V.S Naipaul, who went to University of Oxford in 1950 on a Trinidad government scholarship and later became a British citizen, once told an Indian newspaper he did not consider himself Indian because, according to him, “they do not understand literature there.”
So, when the announcement came, even Nobel laureate Wole Soyinka, whom Naipaul had earlier dismissed after Soyinka won the Nobel Prize in 1986, recalled Naipaul’s infamous remark that the Swedish Academy was “pissing on literature from a great height.” So, why was much of the literary world so opposed to V.S Naipaul’s coronation as a Nobel laureate? In much of his work, he casts what the reader may perceive as broken societies.
In Miguel Street, he casts the education system in the world of his setting as a place steeped in uncertainty and guesswork. One of his characters, Elias, sits a national examination in one part of the country and when he fails, he tries to sit the same in another part of the country. He likens passing an exam to taking part in a lottery from various corners of a country and when Elias finally passes, he attacks those who come to break the good news.

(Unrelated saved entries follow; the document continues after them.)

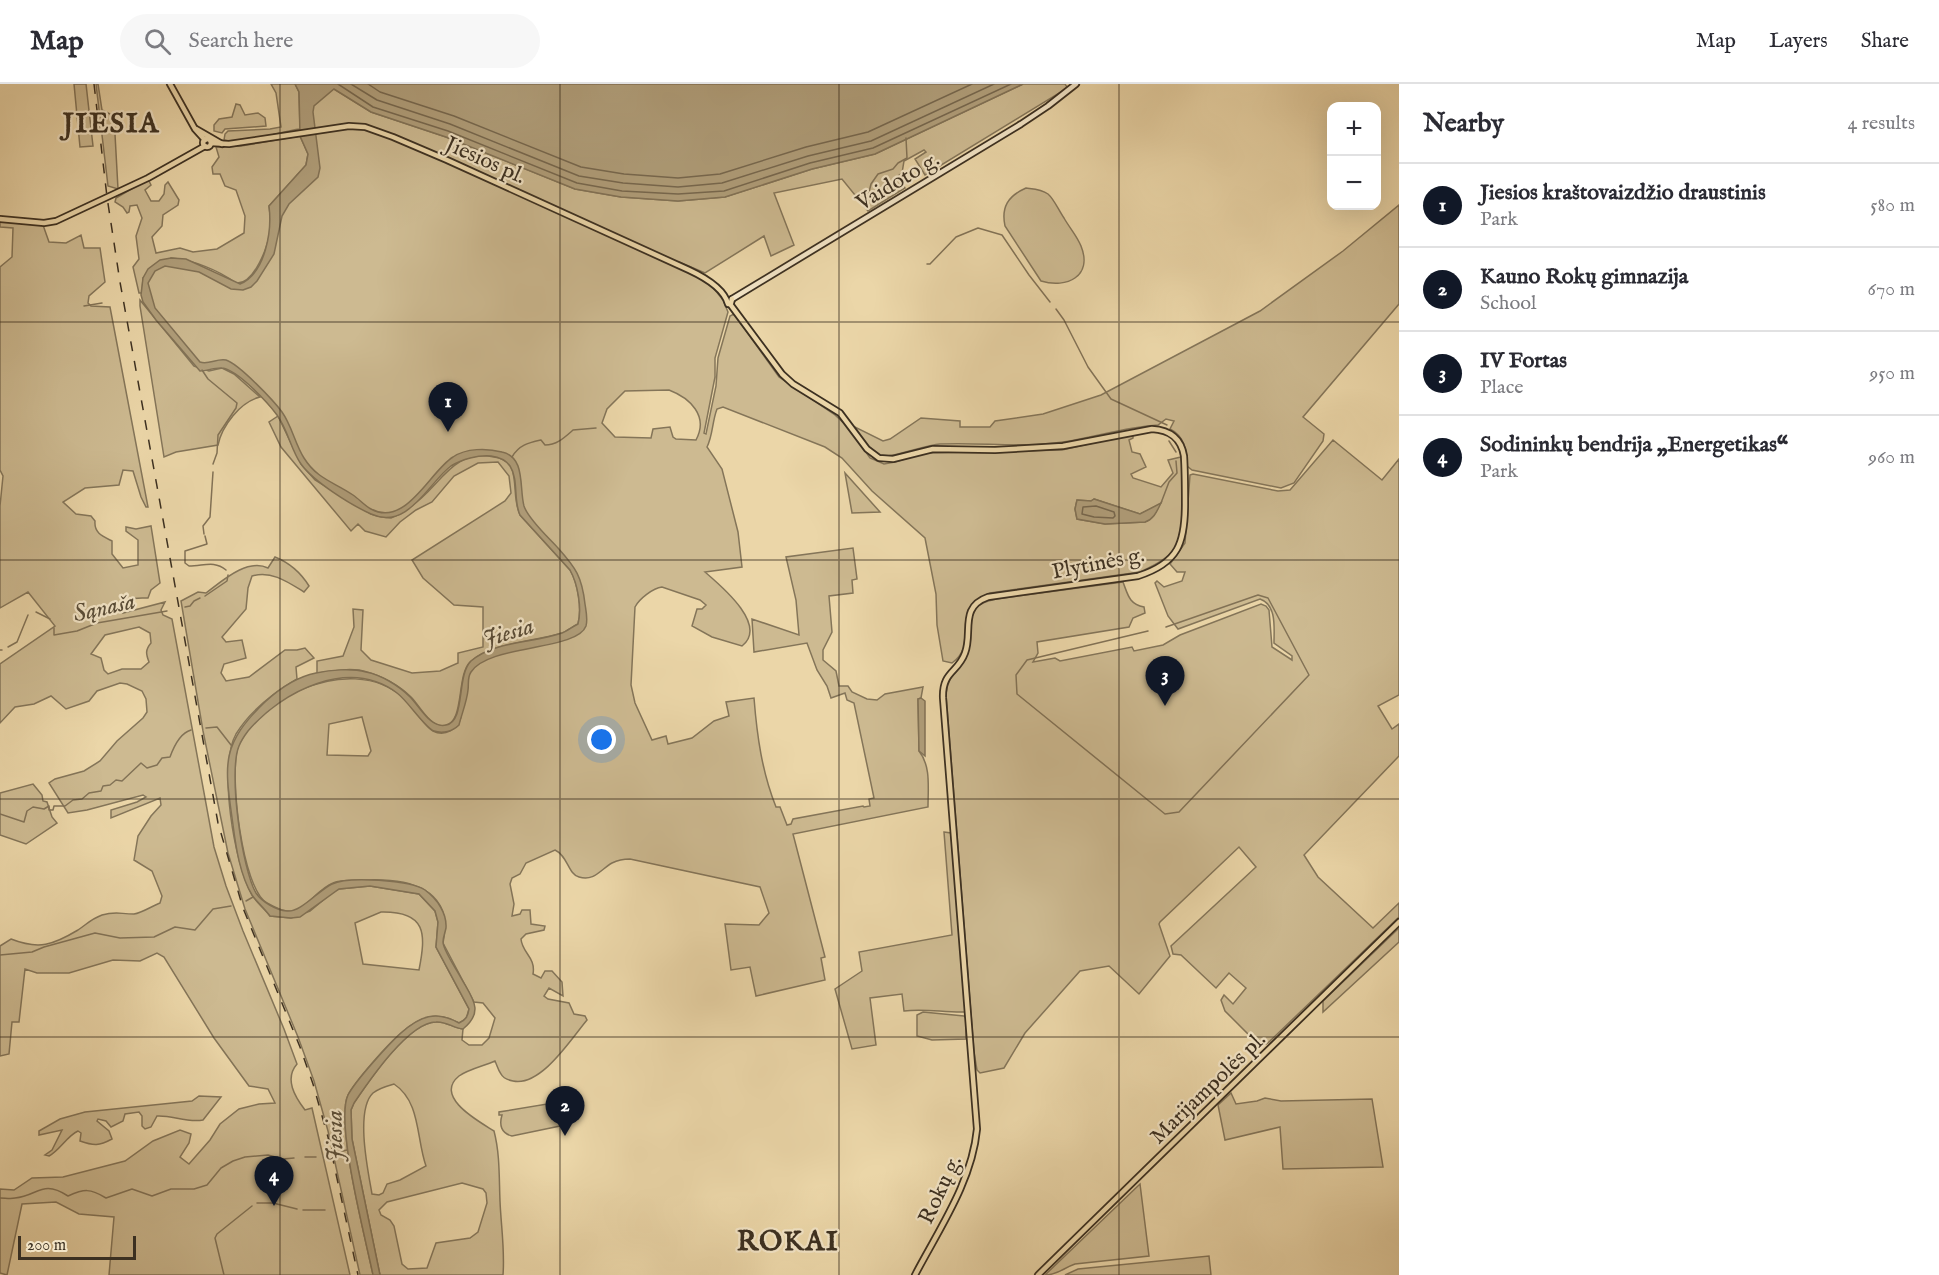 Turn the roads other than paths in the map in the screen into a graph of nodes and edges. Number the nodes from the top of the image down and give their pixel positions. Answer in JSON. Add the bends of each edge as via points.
{"nodes":[{"id":1,"x":170,"y":84,"type":"edge"},
{"id":2,"x":1076,"y":84,"type":"edge"},
{"id":3,"x":195,"y":129,"type":"junction"},
{"id":4,"x":205,"y":143,"type":"junction"},
{"id":5,"x":222,"y":144,"type":"junction"},
{"id":6,"x":0,"y":219,"type":"edge"},
{"id":7,"x":730,"y":301,"type":"junction"},
{"id":8,"x":1399,"y":922,"type":"edge"},
{"id":9,"x":973,"y":1077,"type":"joint"},
{"id":10,"x":915,"y":1275,"type":"edge"},
{"id":11,"x":1038,"y":1275,"type":"edge"}],
"edges":[{"from":1,"to":3,"type":"main road"},
{"from":2,"to":7,"type":"main road","name":"Vaidoto g.","via":[[1021,124]]},
{"from":3,"to":4,"type":"main road"},
{"from":3,"to":5,"type":"main road"},
{"from":4,"to":5,"type":"main road","name":"Jiesios pl."},
{"from":4,"to":6,"type":"main road","via":[[148,178],[56,221]]},
{"from":5,"to":7,"type":"main road","name":"Jiesios pl.","via":[[365,127],[418,147],[689,270],[714,285]]},
{"from":7,"to":9,"type":"main road","name":"Plytinės g.","via":[[782,374],[840,413],[867,449],[879,458],[893,459],[933,449],[1063,446],[1152,429],[1172,434],[1183,450],[1184,533],[1180,545],[1166,561],[1151,571],[1127,578],[979,600],[969,616],[964,656],[944,683]]},
{"from":8,"to":11,"type":"main road","name":"Marijampolės pl."},
{"from":9,"to":10,"type":"main road","name":"Rokų g.","via":[[977,1129],[972,1160]]}]}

Miguel Street also takes a dim view of literature in the postcolony. Black Wordsworth, who strikes the reader as a black mimic version of English poet William Wordsworth, famed for his poetry on nature and ordinary rural life, is cast as a wannabe writer whose ambition is to become the greatest poet in the world. Perhaps based on the fact that many poets of the Romantic era in Europe had a partiality for nature, Black Wordsworth spends much of his time watching bees, in the vain hope that this would give him inspiration to become the best poet in the world. In the end, however, he confesses that he was not a poet in the first place. Miguel Street also has other disjointed characters, such as Man-man, who wakes up and starts writing the word “school”, and writes the last letter “l” when he sees children coming from school. There is also Popo, who is forever trying to do something “without a name”.

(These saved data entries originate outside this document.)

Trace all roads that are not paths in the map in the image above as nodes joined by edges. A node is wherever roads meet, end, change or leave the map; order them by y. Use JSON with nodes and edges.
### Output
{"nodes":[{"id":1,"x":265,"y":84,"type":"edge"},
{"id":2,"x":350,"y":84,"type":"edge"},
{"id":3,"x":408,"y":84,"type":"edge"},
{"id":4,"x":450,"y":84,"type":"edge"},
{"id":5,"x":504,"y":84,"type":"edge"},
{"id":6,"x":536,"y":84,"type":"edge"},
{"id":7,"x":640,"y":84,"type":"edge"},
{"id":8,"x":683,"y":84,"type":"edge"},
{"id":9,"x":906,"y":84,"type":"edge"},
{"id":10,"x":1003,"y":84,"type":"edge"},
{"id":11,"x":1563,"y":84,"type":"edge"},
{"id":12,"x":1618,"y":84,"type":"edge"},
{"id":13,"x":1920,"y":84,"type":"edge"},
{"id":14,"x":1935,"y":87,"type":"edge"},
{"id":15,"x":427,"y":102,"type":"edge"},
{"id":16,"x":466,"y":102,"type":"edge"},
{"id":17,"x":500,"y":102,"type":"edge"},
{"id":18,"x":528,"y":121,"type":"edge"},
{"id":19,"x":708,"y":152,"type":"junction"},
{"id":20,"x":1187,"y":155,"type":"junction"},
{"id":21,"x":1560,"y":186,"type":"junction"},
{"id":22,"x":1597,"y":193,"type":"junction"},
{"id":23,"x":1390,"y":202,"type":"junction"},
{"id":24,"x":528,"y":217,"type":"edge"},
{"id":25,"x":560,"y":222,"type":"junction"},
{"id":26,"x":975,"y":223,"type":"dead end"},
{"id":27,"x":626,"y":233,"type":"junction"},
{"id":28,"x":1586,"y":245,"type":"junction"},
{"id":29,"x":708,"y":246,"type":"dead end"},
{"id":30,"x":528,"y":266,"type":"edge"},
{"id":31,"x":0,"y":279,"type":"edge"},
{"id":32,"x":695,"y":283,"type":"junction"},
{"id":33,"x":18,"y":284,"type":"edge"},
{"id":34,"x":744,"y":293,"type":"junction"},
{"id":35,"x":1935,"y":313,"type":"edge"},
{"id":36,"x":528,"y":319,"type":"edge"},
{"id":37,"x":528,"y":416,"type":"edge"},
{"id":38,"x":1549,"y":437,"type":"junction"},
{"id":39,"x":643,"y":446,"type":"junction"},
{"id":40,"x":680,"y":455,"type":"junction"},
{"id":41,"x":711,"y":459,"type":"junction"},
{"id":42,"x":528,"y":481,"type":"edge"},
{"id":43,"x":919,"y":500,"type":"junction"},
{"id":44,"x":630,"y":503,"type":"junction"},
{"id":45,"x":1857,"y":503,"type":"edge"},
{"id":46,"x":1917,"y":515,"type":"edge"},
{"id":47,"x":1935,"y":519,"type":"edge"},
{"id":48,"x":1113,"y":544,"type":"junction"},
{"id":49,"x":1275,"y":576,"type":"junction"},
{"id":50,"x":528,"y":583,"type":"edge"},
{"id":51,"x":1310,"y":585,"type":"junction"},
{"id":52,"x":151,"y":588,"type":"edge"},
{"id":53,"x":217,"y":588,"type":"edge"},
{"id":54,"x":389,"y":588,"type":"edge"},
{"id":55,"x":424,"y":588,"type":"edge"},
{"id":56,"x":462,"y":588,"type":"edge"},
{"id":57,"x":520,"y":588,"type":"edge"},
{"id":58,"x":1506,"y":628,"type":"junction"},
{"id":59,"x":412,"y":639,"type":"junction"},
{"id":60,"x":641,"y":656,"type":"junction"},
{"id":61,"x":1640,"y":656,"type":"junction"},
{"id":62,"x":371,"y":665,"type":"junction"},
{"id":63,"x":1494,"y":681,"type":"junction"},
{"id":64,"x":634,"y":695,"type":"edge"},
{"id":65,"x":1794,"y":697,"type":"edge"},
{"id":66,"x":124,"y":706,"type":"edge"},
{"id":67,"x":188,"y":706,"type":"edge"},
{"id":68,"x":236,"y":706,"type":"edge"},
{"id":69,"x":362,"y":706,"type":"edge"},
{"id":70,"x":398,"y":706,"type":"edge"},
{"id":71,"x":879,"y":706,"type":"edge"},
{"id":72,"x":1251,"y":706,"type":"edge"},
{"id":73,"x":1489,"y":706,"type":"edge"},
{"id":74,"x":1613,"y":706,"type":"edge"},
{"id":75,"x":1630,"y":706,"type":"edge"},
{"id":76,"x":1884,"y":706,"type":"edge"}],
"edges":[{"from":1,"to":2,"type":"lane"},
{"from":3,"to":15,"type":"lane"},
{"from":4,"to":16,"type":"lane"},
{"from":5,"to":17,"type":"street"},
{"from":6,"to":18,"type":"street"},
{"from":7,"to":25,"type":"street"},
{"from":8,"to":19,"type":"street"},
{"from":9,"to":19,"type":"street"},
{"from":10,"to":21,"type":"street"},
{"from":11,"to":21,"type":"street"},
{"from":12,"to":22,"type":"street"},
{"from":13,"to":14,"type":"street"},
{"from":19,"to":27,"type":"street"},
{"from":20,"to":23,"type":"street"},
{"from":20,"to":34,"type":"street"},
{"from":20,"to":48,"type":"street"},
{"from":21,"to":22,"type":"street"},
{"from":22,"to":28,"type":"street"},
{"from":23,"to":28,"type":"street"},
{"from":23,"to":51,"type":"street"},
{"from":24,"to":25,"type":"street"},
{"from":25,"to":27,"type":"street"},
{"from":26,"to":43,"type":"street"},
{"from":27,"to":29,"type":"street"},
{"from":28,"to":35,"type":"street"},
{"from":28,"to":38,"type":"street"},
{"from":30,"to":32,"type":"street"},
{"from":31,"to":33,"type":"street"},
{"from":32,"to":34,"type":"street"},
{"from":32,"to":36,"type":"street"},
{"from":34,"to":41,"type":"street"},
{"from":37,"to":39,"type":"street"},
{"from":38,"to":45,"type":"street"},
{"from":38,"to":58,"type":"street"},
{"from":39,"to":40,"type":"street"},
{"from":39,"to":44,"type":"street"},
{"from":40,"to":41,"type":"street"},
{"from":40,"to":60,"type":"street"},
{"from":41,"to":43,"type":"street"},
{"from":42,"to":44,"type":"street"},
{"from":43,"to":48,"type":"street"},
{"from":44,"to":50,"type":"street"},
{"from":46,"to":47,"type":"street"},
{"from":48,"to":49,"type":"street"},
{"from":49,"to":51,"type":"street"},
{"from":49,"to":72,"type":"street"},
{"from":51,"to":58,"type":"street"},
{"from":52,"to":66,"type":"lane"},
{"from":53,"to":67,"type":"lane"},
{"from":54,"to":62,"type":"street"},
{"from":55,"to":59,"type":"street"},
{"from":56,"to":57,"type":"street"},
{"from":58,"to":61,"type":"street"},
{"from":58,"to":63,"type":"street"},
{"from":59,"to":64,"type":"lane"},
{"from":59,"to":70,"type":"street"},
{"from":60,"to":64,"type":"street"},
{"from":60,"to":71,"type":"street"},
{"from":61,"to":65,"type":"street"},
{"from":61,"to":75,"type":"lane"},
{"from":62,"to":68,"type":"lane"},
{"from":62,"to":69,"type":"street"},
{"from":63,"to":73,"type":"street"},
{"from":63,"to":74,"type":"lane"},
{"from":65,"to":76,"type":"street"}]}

Perhaps it is in the area of race relations where V.S Naipaul rattles much of the literary world. In A House for Mr Biswas, the main character portrays his society’s attachment to myths and beliefs as both comic and imprisoning, suggesting a people trapped between inherited superstition and the uncertainties of colonial modernity. The race relations view is also seen in The Suffrage of Elvira. I once read a short story by V.S Naipaul, ‘The Baker’s Story’, where an Indian baker struggles to attract customers until he employs a Chinese shopkeeper and suddenly the business flourishes. The story is narrated by the baker himself as he explains how he became a runaway success. Of course, a casual reading may give the reader the impression that there is no hope for the race of the baker.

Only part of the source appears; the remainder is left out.